**WORK ORDER**
Show all lines of the listing that contain the word "markers".

**DATA EXTRACTS**

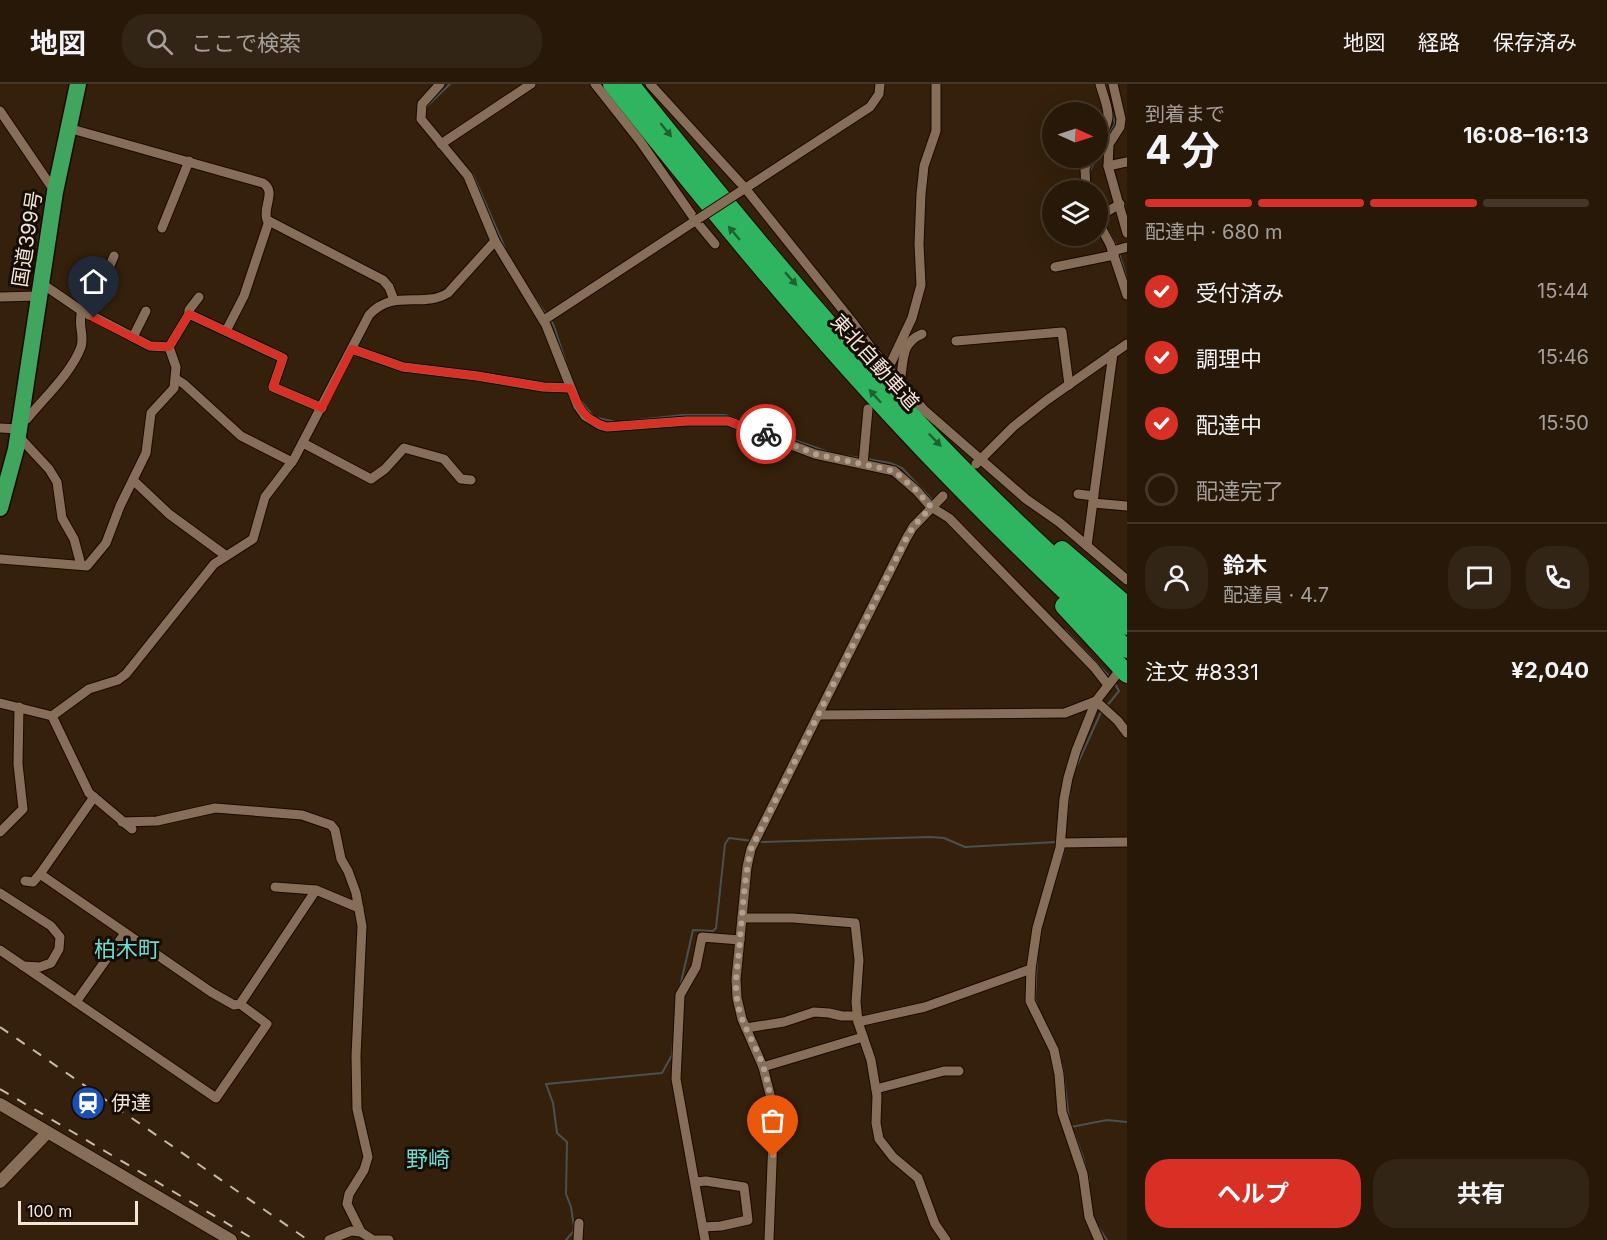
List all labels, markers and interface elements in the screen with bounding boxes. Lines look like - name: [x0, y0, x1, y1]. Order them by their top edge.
- search box: [122, 14, 542, 68]
- icon: search: [143, 25, 176, 58]
- text: 地図: [30, 26, 86, 60]
- text: ここで検索: [191, 30, 301, 56]
- text: 地図: [1343, 30, 1385, 55]
- text: 経路: [1418, 30, 1460, 55]
- text: 保存済み: [1493, 30, 1577, 55]
- north arrow: [1042, 102, 1108, 168]
- map controls: [1042, 102, 1108, 246]
- text: 到着まで: [1145, 102, 1225, 126]
- one-way arrow: [660, 122, 672, 137]
- text: 16:08–16:13: [1463, 122, 1589, 148]
- text: 4 分: [1145, 126, 1220, 173]
- button: layers: [1042, 180, 1108, 246]
- street label: 国道399号: [8, 189, 46, 289]
- text: 配達中 · 680 m: [1145, 220, 1283, 244]
- one-way arrow: [727, 225, 740, 241]
- pin: [68, 256, 119, 318]
- icon: home: [77, 265, 110, 298]
- one-way arrow: [784, 271, 797, 286]
- icon: check: [1145, 275, 1178, 308]
- text: 15:44: [1537, 279, 1589, 303]
- text: 受付済み: [1196, 280, 1284, 306]
- street label: 東北自動車道: [826, 309, 924, 415]
- icon: check: [1145, 341, 1178, 374]
- text: 15:46: [1538, 345, 1589, 369]
- text: 調理中: [1196, 346, 1262, 372]
- one-way arrow: [869, 389, 882, 404]
- courier: [736, 404, 796, 464]
- icon: check: [1145, 407, 1178, 440]
- text: 15:50: [1538, 411, 1589, 435]
- text: 配達中: [1196, 412, 1262, 438]
- icon: bike: [750, 418, 783, 451]
- one-way arrow: [928, 433, 942, 448]
- text: 配達完了: [1196, 478, 1284, 504]
- button: person: [1145, 546, 1208, 609]
- button: chat: [1448, 546, 1511, 609]
- button: phone: [1526, 546, 1589, 609]
- text: 鈴木: [1223, 552, 1267, 578]
- text: 配達員 · 4.7: [1223, 583, 1329, 607]
- text: ¥2,040: [1511, 657, 1589, 683]
- text: 注文 #8331: [1145, 659, 1259, 685]
- district label: 柏木町: [94, 936, 160, 962]
- station icon: 伊達: [70, 1085, 106, 1121]
- place label: 伊達: [111, 1091, 151, 1115]
- pin: [747, 1095, 798, 1157]
- icon: bag: [756, 1104, 789, 1137]
- district label: 野崎: [406, 1146, 450, 1172]
- button: ヘルプ: [1145, 1159, 1361, 1228]
- button: 共有: [1373, 1159, 1589, 1228]
- scale bar: [18, 1198, 138, 1226]
- text: 100 m: [27, 1201, 72, 1221]

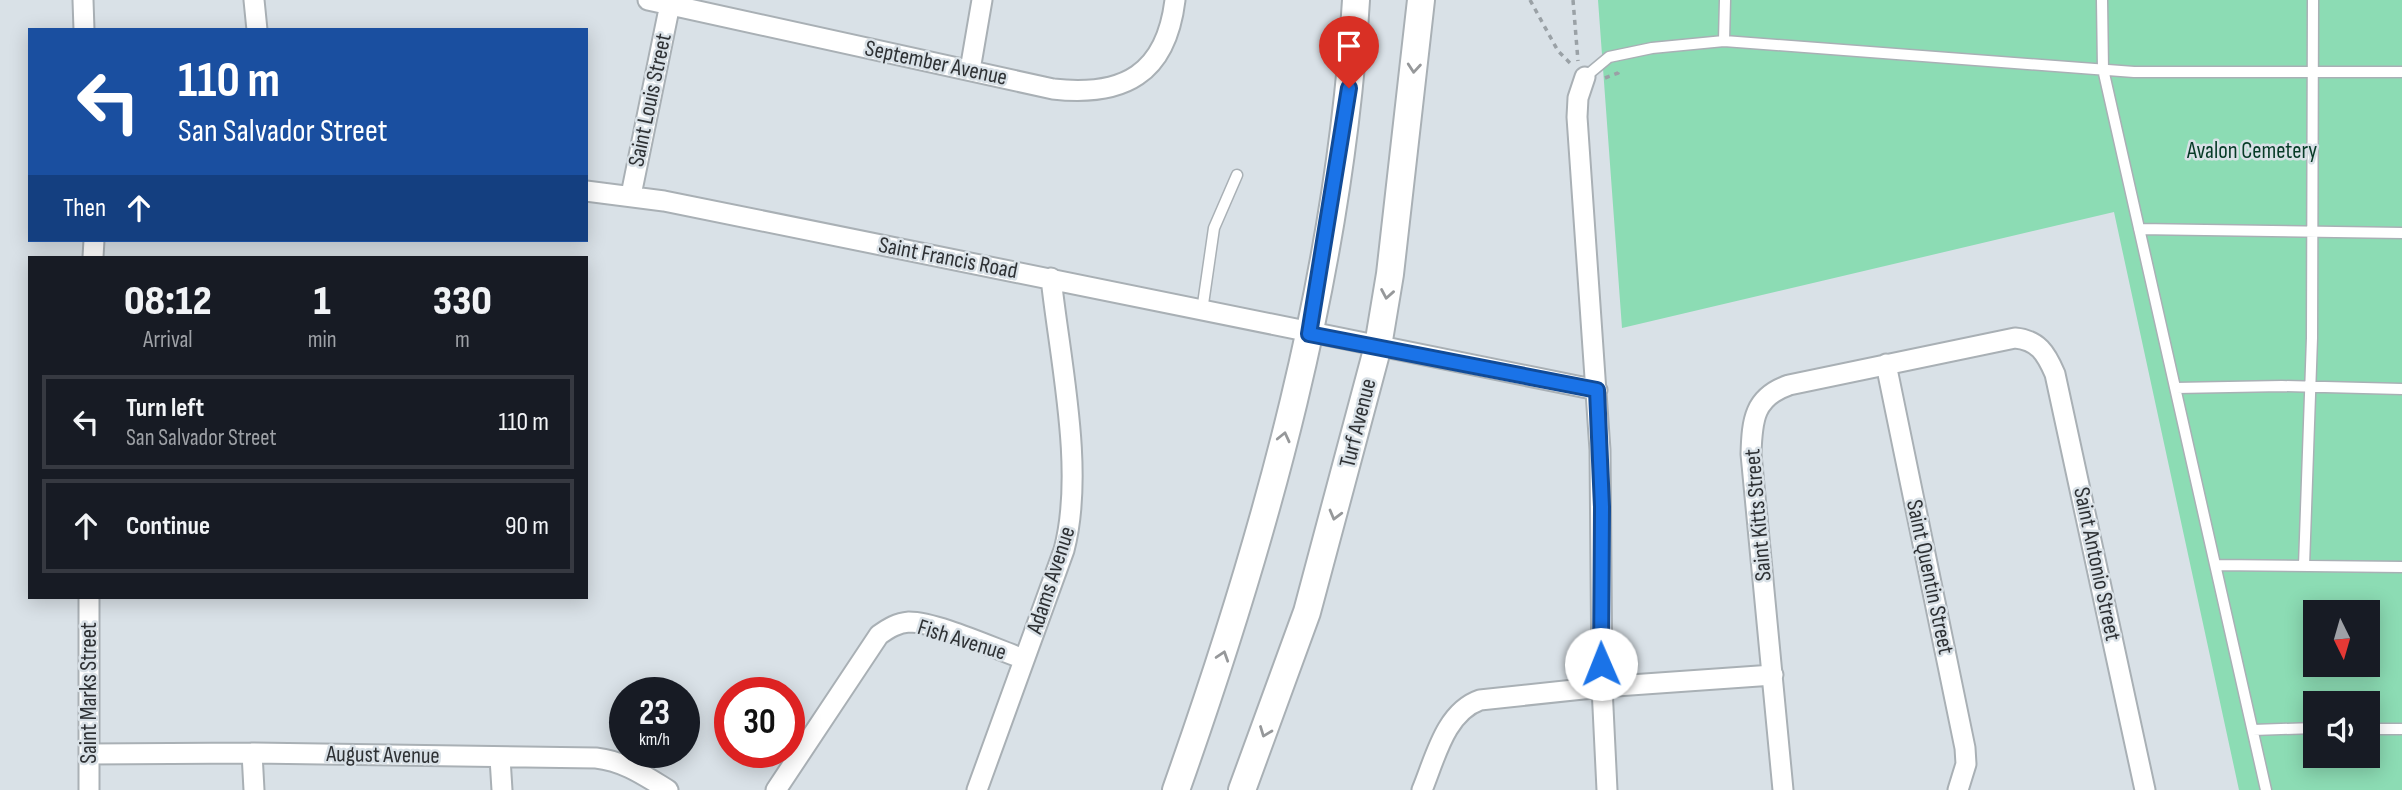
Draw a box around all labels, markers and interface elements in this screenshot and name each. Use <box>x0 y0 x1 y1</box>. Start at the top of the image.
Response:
pin <box>1319 16 1379 88</box>
icon: arrive <box>1330 27 1368 65</box>
street label: Saint Louis Street <box>622 31 678 169</box>
street label: September Avenue <box>862 34 1010 92</box>
text: 110 m <box>178 52 280 111</box>
icon: left <box>63 56 154 147</box>
one-way arrow <box>1407 62 1422 74</box>
text: San Salvador Street <box>178 112 387 151</box>
park label: Avalon Cemetery <box>2186 137 2317 165</box>
icon: ahead <box>120 189 158 227</box>
text: Then <box>63 193 106 224</box>
street label: Saint Francis Road <box>876 231 1020 285</box>
text: 08:12 <box>124 276 212 327</box>
text: 1 <box>314 276 331 327</box>
text: 330 <box>433 276 492 327</box>
one-way arrow <box>1380 288 1395 300</box>
text: Arrival <box>143 326 193 354</box>
text: min <box>308 326 337 354</box>
text: m <box>455 326 470 354</box>
street label: Turf Avenue <box>1333 376 1383 470</box>
text: Turn left <box>126 393 204 424</box>
icon: left <box>67 403 105 441</box>
text: 110 m <box>498 407 549 438</box>
text: San Salvador Street <box>126 424 277 452</box>
one-way arrow <box>1276 431 1291 443</box>
street label: Saint Kitts Street <box>1738 448 1778 582</box>
street label: Saint Antonio Street <box>2067 485 2127 643</box>
street label: Saint Quentin Street <box>1900 497 1960 657</box>
icon: ahead <box>67 507 105 545</box>
one-way arrow <box>1329 509 1343 521</box>
text: Continue <box>126 511 210 542</box>
text: 90 m <box>505 511 549 542</box>
street label: Adams Avenue <box>1020 523 1081 638</box>
north arrow <box>2303 600 2380 677</box>
map controls <box>2303 600 2380 768</box>
street label: Fish Avenue <box>914 613 1010 667</box>
street label: Saint Marks Street <box>75 622 103 764</box>
position arrow <box>1564 627 1638 701</box>
one-way arrow <box>1214 651 1229 663</box>
speed limit sign: 30 <box>714 677 805 768</box>
button: sound <box>2303 691 2380 768</box>
text: 23 <box>639 692 670 735</box>
one-way arrow <box>1259 725 1273 737</box>
text: km/h <box>639 729 670 750</box>
street label: August Avenue <box>325 740 440 770</box>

**SOLUTION FOR THIS TASK**
List all labels, markers and interface elements in the screen with bounding boxes. Lines look like - name: [x0, y0, x1, y1]. Order them by their top edge.
Draw a box around all labels, markers and interface elements in this screenshot and name each. Use <box>x0 y0 x1 y1</box>. Start at the top of the image.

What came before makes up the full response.